Customers needed BDA to be what Deutsch calls “glocal” — both global and local — to provide one global platform for their needed everywhere but the ability to leverage those best practices in a local setting, understand the buying psychology of the area and mitigate risks in each location.
The boots-on-the-ground strategy has worked for BDA, so far.
While 250 employees work from the Woodinvile headquarters, 200 more are spread out in offices in 30 U.S. cities and two offices in Asia, where they monitor quality and manufacturing of licensed merchandise.
In 2015, Deutsch confirmed the company had revenue of about $350 million. Advertising Specialty Institute reported that BDA ranks No. 4 in the country among distributors with $275 million in North American promotional product revenue last year.
The majority of BDA’s expansion over the years has been organic, but it’s had some infusions of cash to help it along the way.
Two years ago, the company landed $75 million in financing from publicly traded private equity firm American Capital. Earlier this month Cleveland-based private equity firm Cyprium Partners made a non-controlling investment in BDA, the amount of which was not disclosed.
At the time, Cyprium Managing Partner Mike Conaton said, “we look forward to supporting BDA’s aggressive growth through organic expansion and strategic acquisition.”
The promotional merchandise and distribution industry is a fractured one. U.S. industry research group IBIS World in its Promotional Products Market Research Report says that 24,689 businesses in that industry split revenue of around $21 billion a year.
Deutsch said he expects the majority of BDA’s expansion in Europe will at least start with a core nucleus of BDA employees who understand the way the company does business opening offices there and hiring.
CLOSER LOOK
Bensussen Deutsch & Associates, LLC
Co-founders: Jay Deutsch and Eric Bensussen
Founded: 1984
Headquarters: Woodinville
Number of employees: 250 at headquarters, 465 worldwide
Major clients: Coca‐Cola, Sony, Corona, FedEx, Ford, GE, Kellogg’s, HBO, Starbucks, Major League Baseball, National Football League, National Basketball Association, Major League Soccer, National Hockey League, NBC Sports, National Association for Stock Car Auto Racing (NASCAR), National College Athletic Association, and more.
LESSONS LEARNED
- Treat your team like family. We live this BDA core value; it’s in our DNA. The founders are best friends and basically brothers, and Deutsch’s brother, Barry, also works at BDA.

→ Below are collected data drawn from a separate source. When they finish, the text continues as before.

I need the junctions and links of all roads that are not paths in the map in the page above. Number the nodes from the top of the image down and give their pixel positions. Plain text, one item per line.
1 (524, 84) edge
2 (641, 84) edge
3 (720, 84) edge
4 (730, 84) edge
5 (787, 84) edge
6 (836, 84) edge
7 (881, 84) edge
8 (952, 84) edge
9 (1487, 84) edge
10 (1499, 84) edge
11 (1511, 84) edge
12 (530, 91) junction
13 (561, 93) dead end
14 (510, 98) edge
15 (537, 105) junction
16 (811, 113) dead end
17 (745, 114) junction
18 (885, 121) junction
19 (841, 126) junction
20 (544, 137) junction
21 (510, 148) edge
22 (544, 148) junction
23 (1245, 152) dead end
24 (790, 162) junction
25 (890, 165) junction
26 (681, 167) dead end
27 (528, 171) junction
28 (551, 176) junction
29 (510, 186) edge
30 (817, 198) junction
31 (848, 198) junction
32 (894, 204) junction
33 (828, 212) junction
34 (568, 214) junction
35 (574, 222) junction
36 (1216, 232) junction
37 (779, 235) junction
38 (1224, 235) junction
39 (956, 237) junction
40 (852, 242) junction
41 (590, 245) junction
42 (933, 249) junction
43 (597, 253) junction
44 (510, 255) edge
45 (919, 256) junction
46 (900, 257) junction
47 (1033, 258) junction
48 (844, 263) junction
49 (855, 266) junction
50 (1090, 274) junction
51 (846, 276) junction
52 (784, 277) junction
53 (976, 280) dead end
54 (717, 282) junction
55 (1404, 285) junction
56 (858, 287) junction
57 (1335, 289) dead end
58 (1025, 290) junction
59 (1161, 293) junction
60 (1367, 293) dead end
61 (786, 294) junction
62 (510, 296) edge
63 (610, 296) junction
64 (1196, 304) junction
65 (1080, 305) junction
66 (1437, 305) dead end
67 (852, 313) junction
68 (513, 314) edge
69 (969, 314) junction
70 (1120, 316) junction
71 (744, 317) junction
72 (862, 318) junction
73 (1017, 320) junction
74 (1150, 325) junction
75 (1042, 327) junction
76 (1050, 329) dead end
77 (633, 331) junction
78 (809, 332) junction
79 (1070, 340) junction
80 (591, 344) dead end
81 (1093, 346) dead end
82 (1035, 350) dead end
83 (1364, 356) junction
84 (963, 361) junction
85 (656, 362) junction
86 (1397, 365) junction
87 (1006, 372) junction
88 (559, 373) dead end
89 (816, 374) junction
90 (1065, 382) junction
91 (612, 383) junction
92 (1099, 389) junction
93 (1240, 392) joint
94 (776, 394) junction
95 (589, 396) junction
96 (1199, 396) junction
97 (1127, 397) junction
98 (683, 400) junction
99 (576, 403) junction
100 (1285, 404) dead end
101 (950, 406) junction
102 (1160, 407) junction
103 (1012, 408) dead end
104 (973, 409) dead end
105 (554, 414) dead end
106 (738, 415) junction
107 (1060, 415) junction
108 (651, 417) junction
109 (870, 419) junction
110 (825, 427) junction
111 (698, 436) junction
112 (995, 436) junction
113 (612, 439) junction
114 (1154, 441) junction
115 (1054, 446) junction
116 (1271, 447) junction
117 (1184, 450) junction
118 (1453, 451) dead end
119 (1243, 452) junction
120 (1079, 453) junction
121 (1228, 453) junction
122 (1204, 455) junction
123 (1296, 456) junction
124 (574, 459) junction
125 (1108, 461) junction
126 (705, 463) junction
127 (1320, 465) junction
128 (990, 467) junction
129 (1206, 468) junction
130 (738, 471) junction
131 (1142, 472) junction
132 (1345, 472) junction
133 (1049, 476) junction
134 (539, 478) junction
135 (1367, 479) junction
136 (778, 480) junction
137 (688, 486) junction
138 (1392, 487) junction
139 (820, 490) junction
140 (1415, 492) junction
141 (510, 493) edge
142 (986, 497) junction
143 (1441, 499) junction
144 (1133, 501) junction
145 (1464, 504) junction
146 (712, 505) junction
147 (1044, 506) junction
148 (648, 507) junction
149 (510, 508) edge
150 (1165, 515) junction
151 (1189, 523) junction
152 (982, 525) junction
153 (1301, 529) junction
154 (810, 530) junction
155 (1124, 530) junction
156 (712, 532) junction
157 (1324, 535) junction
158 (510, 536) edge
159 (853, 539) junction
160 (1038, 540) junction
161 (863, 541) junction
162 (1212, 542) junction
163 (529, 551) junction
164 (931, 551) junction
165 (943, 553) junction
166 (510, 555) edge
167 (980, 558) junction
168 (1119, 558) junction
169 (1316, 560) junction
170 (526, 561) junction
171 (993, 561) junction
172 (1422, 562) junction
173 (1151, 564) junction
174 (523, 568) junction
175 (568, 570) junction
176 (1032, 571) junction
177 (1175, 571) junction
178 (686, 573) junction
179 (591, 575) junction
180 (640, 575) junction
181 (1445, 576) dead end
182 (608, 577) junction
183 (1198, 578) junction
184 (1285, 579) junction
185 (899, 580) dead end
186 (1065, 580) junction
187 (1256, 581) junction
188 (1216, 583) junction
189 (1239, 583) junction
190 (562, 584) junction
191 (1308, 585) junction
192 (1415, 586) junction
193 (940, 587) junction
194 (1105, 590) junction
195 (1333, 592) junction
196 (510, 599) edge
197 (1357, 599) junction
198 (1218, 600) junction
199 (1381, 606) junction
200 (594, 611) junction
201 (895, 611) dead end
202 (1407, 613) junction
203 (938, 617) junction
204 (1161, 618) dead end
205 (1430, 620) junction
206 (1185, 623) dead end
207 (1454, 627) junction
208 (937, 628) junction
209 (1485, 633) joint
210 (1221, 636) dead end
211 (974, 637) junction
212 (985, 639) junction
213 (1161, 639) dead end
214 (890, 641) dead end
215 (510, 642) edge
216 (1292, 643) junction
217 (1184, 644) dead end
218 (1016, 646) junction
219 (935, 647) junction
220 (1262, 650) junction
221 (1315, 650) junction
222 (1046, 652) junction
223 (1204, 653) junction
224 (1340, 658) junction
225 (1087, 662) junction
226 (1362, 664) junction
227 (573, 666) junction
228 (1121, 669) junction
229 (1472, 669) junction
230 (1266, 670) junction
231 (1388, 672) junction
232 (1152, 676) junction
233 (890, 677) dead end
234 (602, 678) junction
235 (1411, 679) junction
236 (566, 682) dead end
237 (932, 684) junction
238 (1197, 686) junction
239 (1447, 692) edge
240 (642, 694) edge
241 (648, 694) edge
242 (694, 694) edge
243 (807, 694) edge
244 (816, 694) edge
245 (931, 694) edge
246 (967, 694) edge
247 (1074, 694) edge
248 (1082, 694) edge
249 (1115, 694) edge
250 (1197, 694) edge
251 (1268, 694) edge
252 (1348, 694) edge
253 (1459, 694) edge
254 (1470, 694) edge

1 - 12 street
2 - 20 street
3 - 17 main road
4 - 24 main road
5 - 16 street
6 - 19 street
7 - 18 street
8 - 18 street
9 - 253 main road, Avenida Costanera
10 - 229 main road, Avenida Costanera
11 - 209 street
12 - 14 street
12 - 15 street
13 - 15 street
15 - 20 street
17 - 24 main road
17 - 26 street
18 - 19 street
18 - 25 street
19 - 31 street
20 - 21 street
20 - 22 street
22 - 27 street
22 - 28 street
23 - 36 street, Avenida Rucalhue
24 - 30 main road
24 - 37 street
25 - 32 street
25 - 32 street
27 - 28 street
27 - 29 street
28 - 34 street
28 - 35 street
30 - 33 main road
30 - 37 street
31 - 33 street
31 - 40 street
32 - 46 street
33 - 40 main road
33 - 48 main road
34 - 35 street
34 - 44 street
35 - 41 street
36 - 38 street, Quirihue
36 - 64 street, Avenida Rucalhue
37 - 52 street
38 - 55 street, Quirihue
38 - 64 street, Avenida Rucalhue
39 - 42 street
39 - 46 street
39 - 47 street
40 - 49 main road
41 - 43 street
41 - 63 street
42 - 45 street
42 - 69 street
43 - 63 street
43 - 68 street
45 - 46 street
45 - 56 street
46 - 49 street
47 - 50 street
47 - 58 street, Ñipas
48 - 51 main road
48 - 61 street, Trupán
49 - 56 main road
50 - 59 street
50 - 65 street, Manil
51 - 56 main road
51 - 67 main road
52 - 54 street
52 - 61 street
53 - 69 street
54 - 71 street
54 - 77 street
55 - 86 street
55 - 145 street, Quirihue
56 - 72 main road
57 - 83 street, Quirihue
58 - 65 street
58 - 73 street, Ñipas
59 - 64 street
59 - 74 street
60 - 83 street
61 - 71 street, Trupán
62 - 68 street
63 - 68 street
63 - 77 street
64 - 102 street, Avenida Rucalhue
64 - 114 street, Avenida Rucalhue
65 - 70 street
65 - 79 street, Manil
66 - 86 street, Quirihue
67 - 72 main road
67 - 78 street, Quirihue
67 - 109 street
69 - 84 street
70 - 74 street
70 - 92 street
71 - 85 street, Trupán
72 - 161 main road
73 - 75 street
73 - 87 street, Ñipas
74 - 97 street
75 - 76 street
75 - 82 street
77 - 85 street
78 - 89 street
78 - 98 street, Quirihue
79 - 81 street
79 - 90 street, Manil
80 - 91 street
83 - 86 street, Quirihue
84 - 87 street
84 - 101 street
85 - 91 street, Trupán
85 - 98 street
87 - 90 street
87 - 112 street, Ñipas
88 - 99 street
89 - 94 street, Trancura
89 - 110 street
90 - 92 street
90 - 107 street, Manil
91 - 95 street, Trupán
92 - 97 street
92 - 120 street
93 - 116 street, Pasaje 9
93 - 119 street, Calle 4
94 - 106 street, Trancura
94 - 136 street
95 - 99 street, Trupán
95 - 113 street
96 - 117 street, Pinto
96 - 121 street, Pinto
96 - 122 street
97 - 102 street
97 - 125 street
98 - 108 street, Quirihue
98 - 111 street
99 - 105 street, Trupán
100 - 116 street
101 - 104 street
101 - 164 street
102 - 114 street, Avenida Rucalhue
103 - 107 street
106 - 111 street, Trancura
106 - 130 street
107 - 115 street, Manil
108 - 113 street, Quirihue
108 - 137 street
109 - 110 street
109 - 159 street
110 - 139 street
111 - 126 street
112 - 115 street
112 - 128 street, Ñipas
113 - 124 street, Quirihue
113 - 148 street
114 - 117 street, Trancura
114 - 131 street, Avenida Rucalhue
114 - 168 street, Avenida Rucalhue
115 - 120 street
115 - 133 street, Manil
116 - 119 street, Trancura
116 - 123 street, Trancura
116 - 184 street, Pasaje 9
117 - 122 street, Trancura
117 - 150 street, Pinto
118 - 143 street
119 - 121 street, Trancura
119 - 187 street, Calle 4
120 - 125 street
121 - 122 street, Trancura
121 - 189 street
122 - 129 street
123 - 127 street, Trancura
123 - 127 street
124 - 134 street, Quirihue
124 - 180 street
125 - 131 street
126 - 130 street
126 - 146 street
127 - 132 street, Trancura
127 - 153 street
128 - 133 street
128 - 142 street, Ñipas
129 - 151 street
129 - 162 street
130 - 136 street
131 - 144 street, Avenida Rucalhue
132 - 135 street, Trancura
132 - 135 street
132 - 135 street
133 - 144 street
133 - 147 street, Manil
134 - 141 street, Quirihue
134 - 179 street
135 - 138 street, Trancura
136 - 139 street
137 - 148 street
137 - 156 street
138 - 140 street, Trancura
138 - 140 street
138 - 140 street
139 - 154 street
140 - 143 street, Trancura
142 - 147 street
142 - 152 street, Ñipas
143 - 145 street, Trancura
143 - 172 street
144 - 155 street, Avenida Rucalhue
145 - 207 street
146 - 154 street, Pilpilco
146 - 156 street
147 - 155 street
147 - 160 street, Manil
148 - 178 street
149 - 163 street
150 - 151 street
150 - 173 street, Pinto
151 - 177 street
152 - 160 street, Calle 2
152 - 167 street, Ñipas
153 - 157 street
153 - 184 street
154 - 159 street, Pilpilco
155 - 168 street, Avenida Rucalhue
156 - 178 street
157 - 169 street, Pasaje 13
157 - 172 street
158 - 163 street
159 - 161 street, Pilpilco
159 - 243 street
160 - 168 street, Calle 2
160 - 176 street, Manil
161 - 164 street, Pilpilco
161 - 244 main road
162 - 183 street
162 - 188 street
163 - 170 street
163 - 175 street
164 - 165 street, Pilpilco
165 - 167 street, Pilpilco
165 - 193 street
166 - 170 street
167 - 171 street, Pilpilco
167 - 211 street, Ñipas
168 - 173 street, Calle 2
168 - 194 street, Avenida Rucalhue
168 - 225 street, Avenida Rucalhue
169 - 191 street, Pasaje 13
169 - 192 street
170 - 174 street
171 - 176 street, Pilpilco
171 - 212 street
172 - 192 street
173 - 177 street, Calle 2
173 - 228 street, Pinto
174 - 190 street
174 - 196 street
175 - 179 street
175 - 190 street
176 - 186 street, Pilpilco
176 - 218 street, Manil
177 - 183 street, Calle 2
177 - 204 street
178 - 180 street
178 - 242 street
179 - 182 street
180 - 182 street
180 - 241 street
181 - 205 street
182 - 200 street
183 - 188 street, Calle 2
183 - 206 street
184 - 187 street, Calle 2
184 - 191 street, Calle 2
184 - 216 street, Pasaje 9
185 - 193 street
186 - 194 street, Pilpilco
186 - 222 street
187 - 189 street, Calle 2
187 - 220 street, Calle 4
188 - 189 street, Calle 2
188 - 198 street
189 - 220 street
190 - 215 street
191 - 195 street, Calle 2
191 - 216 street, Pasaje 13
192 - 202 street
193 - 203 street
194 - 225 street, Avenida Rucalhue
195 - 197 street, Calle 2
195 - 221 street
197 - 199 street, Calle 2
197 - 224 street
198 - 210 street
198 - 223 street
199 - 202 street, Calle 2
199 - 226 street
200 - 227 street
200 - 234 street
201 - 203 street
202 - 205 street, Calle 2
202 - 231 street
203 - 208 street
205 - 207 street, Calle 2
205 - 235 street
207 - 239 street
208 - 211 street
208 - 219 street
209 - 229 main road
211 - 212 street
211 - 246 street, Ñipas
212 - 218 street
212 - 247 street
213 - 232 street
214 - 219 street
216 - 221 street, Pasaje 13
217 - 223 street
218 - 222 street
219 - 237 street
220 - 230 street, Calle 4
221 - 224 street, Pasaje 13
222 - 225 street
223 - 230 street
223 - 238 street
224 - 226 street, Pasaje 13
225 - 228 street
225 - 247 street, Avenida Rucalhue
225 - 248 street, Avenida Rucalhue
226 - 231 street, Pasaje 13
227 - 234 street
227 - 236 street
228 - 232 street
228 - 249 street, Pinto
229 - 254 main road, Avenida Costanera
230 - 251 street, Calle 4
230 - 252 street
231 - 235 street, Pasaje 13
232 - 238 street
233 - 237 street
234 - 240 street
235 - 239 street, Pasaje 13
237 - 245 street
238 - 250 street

- Embody an entrepreneurial spirit. Empower people to “Go for it!” Great people have great ideas. It only takes one person to motivate a team. We are a company of creatives and we empower each other.
- Be willing to make mistakes and learn from them. Mistakes will happen — it’s human nature. It’s how you correct a mistake that makes the difference. Make a commitment to improve — that’s the secret to real growth.